The results are given in Fig. 3a where the exact ruin probabilities obtained using (4) together with the general bounds are plotted as a function of the expected initial surplus \(\mathbb {E}(U) = 1/s\) for the same set of parameters as above. In particular, b was selected in such a way that no strong truncation effect is present in the distributions. One sees that, for fixed \(\mu _1\) only, the truncated exponential case is nicely between the sharp bounds. However, these bounds are very wide. When information about the second moment of X is included, the tightness of the bounds improves significantly. From (5), one would expect that to be the case only for small values of s where information about the first two moments provides a good approximation for the ruin probability. However, we can see that even for large values of s the improvement is considerable. The tightness of the interval for possible ruin probabilities becomes even more remarkable when the first three moments are fixed. This illustrates that in the context of ruin probabilities, the knowledge of the first few moments of the claim size distribution already provides a very accurate approximation. In a broader statistical context, for an account on reconstructions of arbitrary distributions from given moments, see e.g. Mnatsakanov (2008). Finally, for recent progress on the general probability level concerning criteria of moment-determinacy of distributions, see Yarovaya et al. (2020).
Remark 3.1
All results from this section can easily be generalized to the case where the initial surplus is assumed to be a mixture of exponential random variables.
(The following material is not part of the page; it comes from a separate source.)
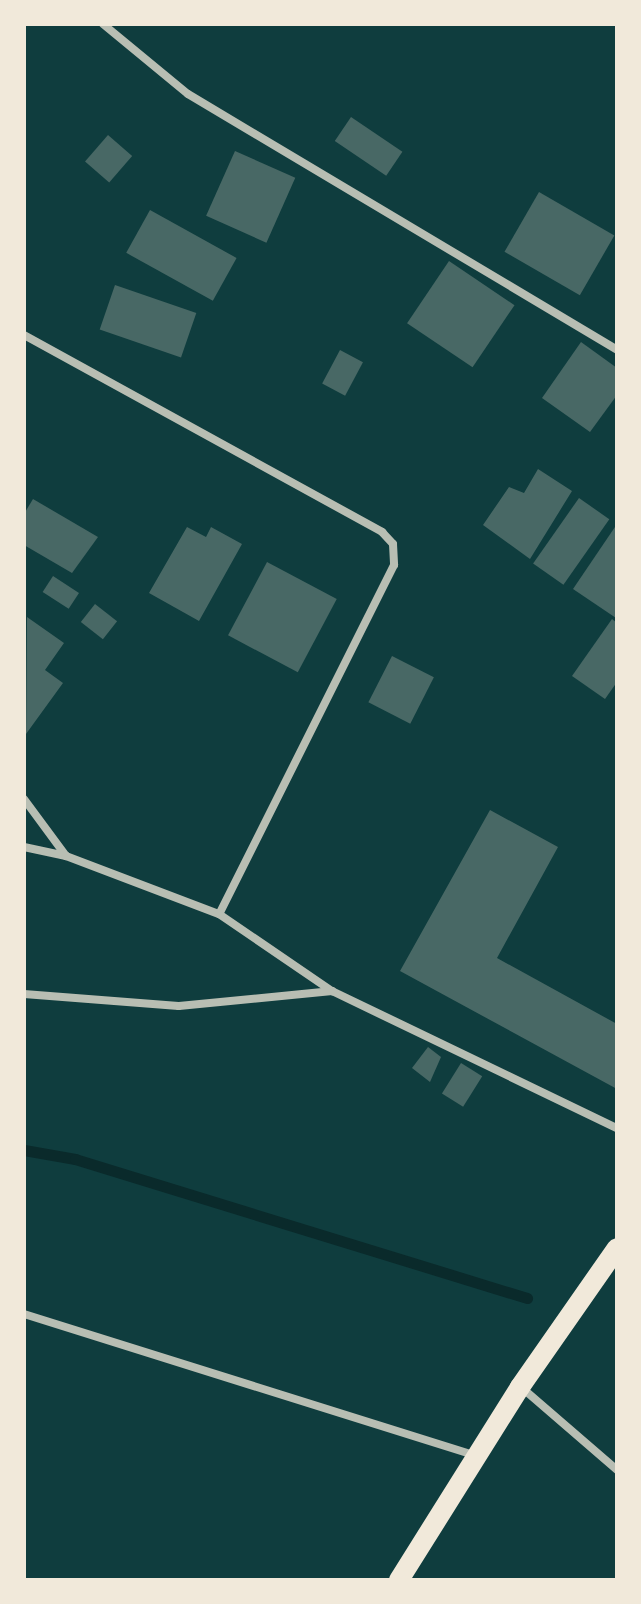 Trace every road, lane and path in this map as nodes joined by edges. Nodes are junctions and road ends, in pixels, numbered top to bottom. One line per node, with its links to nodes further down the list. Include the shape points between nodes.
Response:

Indeed, consider a random initial surplus O with density
$$\begin{aligned} f_O(u) = \sum _{i = 1}^n q_i k_i e^{-k_i\cdot u}, \end{aligned}$$
(9)
with \(0<q_i < 1, \sum _{i = 1}^n q_i = 1\) and \(k_i > 0\) for \(i = 1, \ldots , n.\) Then
$$\begin{aligned} \psi _{O} := \mathbb {E}(\psi (O))&= \sum _{i=1}^n q_i \int _0^{\infty } \psi (u) k_i e^{-k_i u} du = \sum _{i = 1}^n q_i \cdot \psi _U(k_i) = \sum _{i = 1}^n q_ik_i \cdot \widehat{\psi }(k_i) \nonumber \\&= 1 - \sum _{i=1}^n q_i k_i\, \frac{c-\lambda \mu }{ck_i - \lambda (1-M_X(-k_i))} \end{aligned}$$
(10)
Since Proposition 3.2 applies to any value \(s>0,\) for every given set of m moment constraints and all \(k_i >0, i = 1,\ldots , n,\) we obtain \(\psi ^{\min }_U(k_i) \le \psi _U(k_i) \le \psi ^{\max }_U(k_i).\) Therefore,
$$\sum _{i=1}^n q_i \psi ^{\min }_U(k_i) \le \psi _O \le \sum _{i=i}^n q_i \psi _U^{\max }(k_i).$$
Consequently, when U is a mixture of exponential random variables, the lower and upper bounds for the expected ruin probability are linear combinations of the respective upper and lower bounds for the ruin probability with exponentially distributed initial surplus.
Note that for obtaining these sharp bounds, one still needed to reduce the expressions to purely exponential components so that the bounds on Laplace transforms can be used. For more general assumptions on U (like a general phase-type distribution) that link cannot be carried over in such a direct way. In the next section, we will, however, study the case of Erlang(k) distributed U in more detail, which is of particular interest, as for large k a deterministic initial surplus level can be approximated.